Task goal – Look through the records that follow and state how many lines hold the word "lane", without adding anything.

-=-=-=-=-

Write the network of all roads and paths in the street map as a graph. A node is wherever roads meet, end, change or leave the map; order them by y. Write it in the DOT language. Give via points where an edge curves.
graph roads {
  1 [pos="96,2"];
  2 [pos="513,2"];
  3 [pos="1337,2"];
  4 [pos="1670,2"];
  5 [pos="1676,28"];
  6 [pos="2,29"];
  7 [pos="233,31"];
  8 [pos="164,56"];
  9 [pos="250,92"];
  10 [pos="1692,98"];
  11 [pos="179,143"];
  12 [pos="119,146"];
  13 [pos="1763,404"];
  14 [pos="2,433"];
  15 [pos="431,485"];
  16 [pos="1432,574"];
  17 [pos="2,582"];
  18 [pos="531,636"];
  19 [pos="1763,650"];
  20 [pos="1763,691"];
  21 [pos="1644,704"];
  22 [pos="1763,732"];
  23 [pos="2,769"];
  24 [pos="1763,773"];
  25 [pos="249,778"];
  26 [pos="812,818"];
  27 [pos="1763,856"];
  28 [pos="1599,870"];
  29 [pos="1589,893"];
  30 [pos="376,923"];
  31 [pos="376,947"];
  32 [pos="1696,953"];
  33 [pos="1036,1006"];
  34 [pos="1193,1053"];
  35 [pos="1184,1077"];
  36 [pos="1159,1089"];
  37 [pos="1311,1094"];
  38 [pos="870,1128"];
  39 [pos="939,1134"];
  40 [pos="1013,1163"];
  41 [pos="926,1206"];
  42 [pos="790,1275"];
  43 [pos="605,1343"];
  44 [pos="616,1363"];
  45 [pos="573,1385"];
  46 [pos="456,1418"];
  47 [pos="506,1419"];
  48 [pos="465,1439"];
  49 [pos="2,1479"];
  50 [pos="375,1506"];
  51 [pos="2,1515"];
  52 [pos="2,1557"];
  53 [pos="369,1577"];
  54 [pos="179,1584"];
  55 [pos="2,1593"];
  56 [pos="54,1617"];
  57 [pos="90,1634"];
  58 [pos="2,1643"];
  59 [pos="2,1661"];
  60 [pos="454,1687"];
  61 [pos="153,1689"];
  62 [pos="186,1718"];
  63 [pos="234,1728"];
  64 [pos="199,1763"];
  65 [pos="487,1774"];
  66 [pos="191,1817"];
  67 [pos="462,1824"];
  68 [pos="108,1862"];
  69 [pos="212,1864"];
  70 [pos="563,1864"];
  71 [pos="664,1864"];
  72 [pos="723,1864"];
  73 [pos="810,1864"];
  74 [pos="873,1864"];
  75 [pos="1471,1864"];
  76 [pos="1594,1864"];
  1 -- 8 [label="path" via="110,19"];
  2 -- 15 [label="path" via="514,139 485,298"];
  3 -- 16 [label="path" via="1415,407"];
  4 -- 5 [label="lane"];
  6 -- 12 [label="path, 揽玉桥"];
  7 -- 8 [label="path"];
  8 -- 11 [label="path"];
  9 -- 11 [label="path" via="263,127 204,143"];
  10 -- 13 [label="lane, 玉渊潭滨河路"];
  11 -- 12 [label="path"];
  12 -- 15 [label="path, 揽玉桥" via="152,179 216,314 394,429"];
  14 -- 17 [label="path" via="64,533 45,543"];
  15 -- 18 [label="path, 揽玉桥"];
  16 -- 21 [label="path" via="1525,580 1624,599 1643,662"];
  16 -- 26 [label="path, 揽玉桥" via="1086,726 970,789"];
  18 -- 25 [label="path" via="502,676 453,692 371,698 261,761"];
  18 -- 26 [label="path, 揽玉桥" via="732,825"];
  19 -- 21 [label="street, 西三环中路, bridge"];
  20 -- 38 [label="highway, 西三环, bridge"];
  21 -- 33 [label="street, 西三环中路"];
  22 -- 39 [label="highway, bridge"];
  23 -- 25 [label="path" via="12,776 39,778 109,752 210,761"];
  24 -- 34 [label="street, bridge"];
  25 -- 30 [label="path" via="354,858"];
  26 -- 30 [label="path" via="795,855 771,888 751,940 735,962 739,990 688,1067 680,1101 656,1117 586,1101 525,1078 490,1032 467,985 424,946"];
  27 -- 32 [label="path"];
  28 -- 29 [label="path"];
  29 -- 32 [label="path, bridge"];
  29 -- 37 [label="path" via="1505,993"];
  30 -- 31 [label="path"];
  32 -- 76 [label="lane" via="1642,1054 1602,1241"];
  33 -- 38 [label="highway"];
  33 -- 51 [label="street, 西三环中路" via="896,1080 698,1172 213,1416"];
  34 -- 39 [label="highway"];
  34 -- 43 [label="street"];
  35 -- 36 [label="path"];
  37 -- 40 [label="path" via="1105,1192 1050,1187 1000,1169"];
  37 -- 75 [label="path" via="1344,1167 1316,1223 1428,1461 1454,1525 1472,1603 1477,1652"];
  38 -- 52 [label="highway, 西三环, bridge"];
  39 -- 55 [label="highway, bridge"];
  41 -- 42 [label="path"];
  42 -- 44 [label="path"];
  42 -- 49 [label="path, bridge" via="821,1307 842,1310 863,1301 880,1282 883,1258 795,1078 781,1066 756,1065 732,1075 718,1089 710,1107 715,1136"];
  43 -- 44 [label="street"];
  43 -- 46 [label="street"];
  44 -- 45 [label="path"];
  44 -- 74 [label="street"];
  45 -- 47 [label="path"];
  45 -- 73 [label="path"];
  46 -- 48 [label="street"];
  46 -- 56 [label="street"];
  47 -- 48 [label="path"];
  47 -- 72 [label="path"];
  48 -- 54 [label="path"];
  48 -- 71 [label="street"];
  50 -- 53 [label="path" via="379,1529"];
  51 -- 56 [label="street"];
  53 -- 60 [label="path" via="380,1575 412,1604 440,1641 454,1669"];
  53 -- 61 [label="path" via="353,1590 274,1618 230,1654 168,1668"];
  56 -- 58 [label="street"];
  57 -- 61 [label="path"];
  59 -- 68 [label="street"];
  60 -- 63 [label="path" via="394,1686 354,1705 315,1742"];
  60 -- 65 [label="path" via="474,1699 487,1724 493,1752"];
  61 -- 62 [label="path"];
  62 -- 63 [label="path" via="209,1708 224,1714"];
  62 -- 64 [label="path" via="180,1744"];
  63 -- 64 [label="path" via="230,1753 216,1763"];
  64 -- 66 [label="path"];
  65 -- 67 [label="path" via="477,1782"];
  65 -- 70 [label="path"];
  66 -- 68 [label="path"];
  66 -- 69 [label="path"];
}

-=-=-=-=-

Answer to the exercise – 3